A Jérusalem, la jeunesse palestinienne rêve d'une nouvelle Intifada
- Publié le 31-10-2014 à 13h42
Hicham est né avec la deuxième Intifada il y a 14 ans tout juste et aujourd'hui, dans son camp de réfugiés de Jérusalem-Est, il se prend à rêver d'un nouveau soulèvement pour défendre Al-Aqsa, l'emblématique mosquée de la Vieille ville.
Le troisième lieu saint de l'islam est sur toutes les lèvres dans la partie palestinienne occupée et annexée de Jérusalem.
Chômage, brimades, colonisation... Les raisons de la colère qui se manifeste aujourd'hui sont multiples, mais c'est pour Al-Aqsa que tous disent être prêts à se battre. Au-delà de la religion, Al-Aqsa et l'esplanade des Mosquées sont devenues le symbole de l'oppression israélienne vécue au quotidien.

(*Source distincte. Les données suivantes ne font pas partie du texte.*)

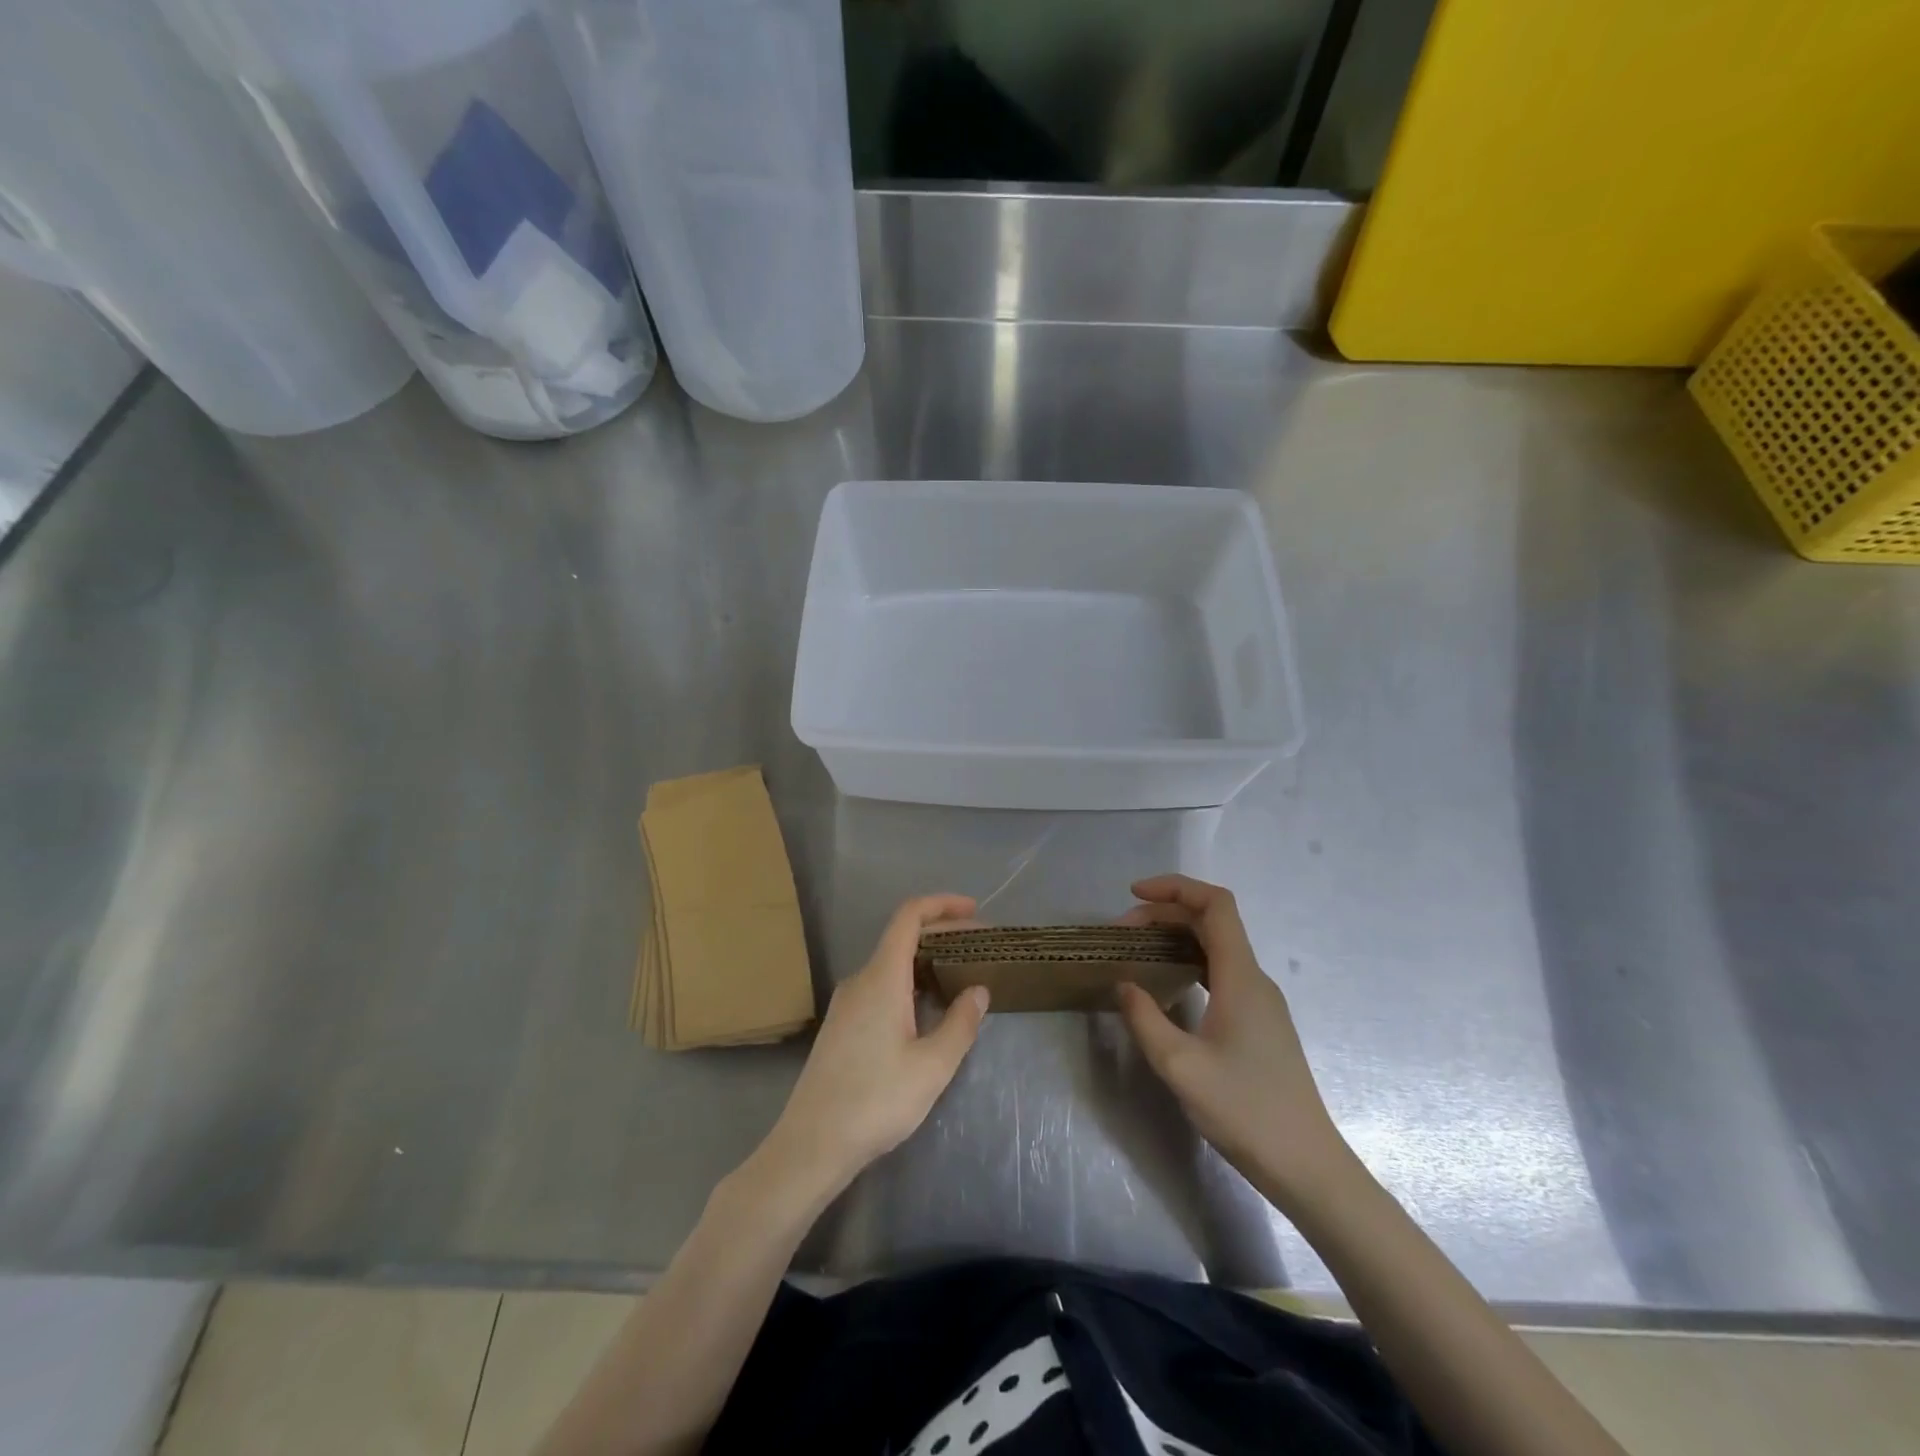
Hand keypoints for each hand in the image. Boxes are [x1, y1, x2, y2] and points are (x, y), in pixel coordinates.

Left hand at [761, 894, 988, 1200]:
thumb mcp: (932, 1066)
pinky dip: (909, 982)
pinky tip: (927, 1009)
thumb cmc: (876, 1101)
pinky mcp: (841, 1025)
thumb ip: (960, 1024)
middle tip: (979, 947)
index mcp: (882, 978)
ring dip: (926, 960)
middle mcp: (860, 980)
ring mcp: (846, 1003)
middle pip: (901, 938)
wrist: (811, 1144)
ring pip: (891, 964)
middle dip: (942, 934)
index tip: (974, 910)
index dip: (941, 904)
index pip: (909, 917)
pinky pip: (880, 986)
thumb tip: (978, 991)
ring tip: (960, 975)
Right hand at [1117, 874, 1349, 1201]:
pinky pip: (1221, 972)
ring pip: (1217, 947)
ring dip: (1176, 937)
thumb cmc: (1245, 1111)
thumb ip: (1145, 1018)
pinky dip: (1189, 963)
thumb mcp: (1180, 1066)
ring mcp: (1260, 1001)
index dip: (1175, 887)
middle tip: (1122, 933)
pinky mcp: (1259, 1023)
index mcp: (1241, 977)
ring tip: (1137, 952)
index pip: (1215, 905)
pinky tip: (1166, 985)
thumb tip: (1124, 984)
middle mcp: (1255, 979)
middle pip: (1212, 922)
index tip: (1134, 895)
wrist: (1306, 1166)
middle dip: (1165, 913)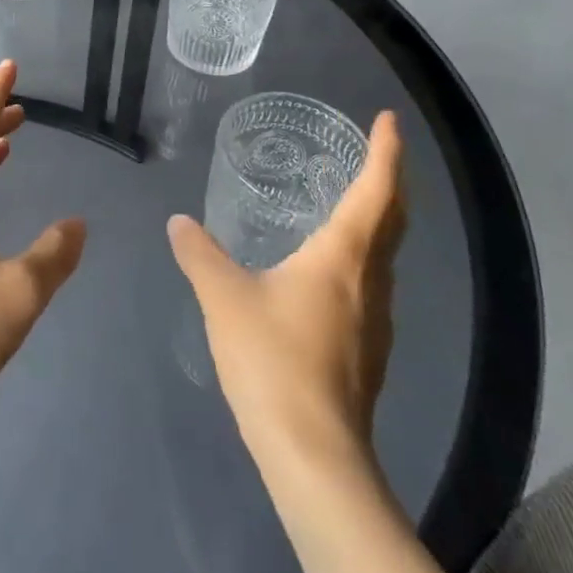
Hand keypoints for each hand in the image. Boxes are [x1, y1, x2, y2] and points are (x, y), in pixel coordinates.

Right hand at [168, 112, 405, 467]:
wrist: (314, 453)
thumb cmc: (272, 359)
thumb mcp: (224, 297)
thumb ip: (200, 254)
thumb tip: (178, 222)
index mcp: (343, 257)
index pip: (375, 191)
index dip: (385, 152)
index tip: (388, 120)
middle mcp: (370, 282)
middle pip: (394, 220)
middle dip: (390, 180)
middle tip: (374, 152)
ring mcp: (376, 321)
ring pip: (386, 255)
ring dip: (378, 220)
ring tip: (350, 202)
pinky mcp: (369, 352)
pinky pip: (372, 284)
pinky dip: (362, 256)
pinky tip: (329, 270)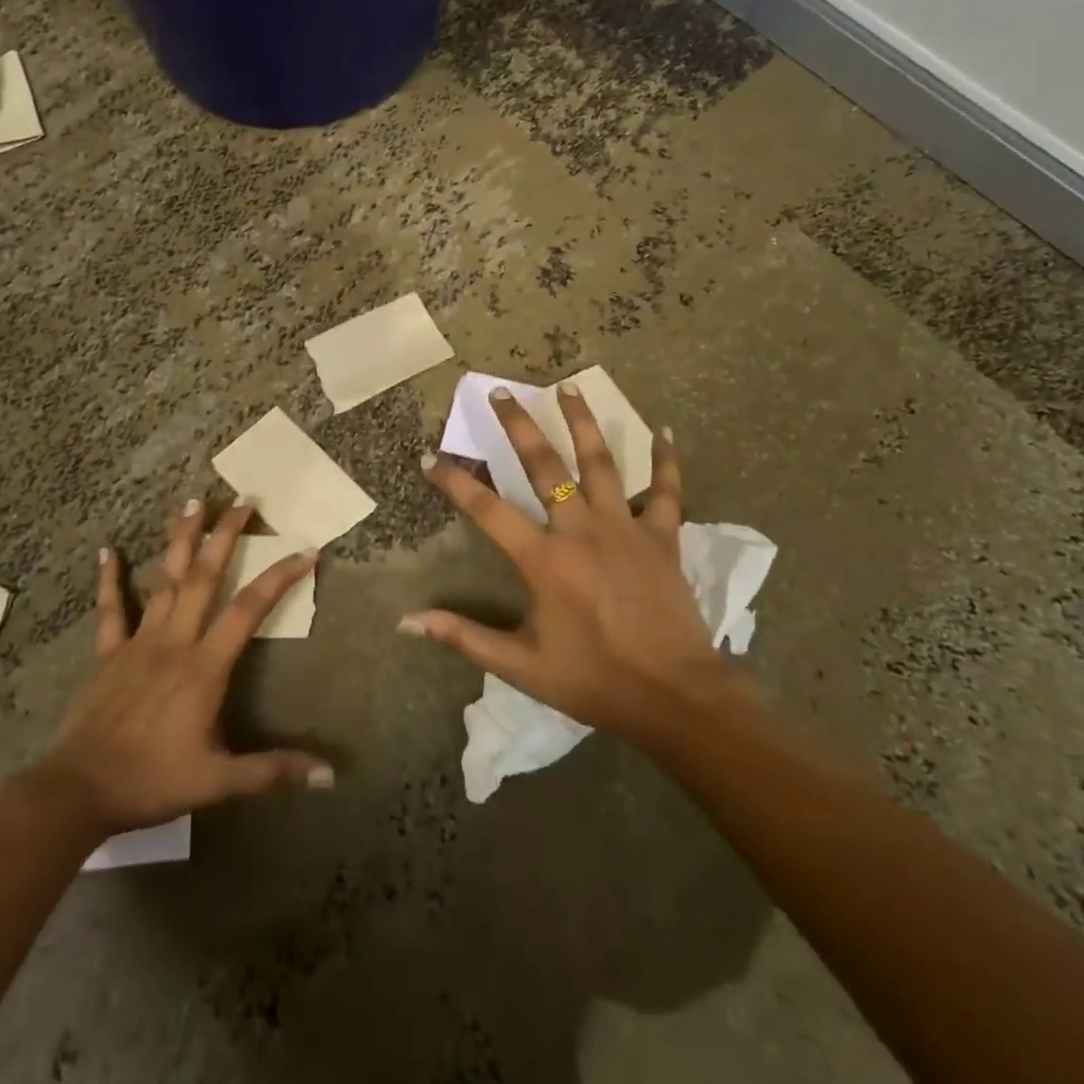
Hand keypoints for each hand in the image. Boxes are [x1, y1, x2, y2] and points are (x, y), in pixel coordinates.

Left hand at [38, 499, 332, 833]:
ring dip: (180, 540)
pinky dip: (110, 579)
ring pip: (164, 580)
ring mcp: (138, 642)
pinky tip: (108, 550)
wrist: (78, 791)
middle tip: (243, 502)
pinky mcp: (109, 653)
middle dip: (225, 536)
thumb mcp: (218, 781)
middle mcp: (174, 641)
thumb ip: (272, 770)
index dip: (279, 578)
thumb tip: (329, 775)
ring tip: (191, 502)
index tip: (306, 551)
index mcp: (205, 666)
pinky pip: (110, 609)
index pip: (249, 610)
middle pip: (204, 577)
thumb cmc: (152, 781)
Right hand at [406, 385, 722, 747]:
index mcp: (544, 560)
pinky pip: (666, 491)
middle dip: (519, 426)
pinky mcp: (663, 537)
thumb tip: (408, 621)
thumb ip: (464, 636)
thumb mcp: (521, 666)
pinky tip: (665, 431)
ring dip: (582, 422)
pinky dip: (666, 461)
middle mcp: (581, 530)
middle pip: (544, 466)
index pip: (488, 510)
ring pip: (601, 462)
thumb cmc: (594, 680)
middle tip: (501, 392)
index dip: (455, 481)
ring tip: (568, 386)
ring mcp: (626, 528)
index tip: (429, 458)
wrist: (675, 698)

Pour Hicham, dont les grands yeux en amande brillent sous la capuche gris clair de son pull, les visites de plus en plus nombreuses de juifs sur l'esplanade sont comparables aux incursions de plus en plus fréquentes des soldats israéliens dans son camp de réfugiés de Chouafat.
"A trois heures du matin, les soldats entrent dans le camp, imposent un couvre-feu, perquisitionnent, frappent et arrêtent", raconte-t-il. Alors, "on s'est habitué, tous les jeunes entrent et sortent de prison régulièrement".
A 14 ans, Hicham aussi a déjà fait un séjour en prison: une semaine pour des heurts sur lesquels il ne veut pas s'étendre mais qui lui vaudront d'être jugé dans moins d'un mois. "A Jérusalem-est, un jeune n'a plus le droit de vivre, de sortir ou de bouger".
"Il n'y a pas de paix à Jérusalem, c'est l'Intifada", renchérit Mohammed, 20 ans. Lui sort tout juste de quatre mois de prison mais, "je suis prêt à retourner tout de suite affronter les soldats israéliens, je ne peux pas supporter de voir des colons sur l'esplanade des Mosquées, alors que les musulmans sont interdits d'y entrer", affirme-t-il, en référence aux restrictions d'âge à l'entrée du site régulièrement imposées par Israël.
- Pression accumulée depuis des années -
Pour Waël Mahmoud, travailleur social dans le quartier de Issawiya, en proie à de violents affrontements depuis une semaine, les raisons sont plus profondes, et la colère mûrit depuis longtemps devant une colonisation israélienne qui gagne du terrain et fait craindre aux Palestiniens de n'être plus là pour longtemps.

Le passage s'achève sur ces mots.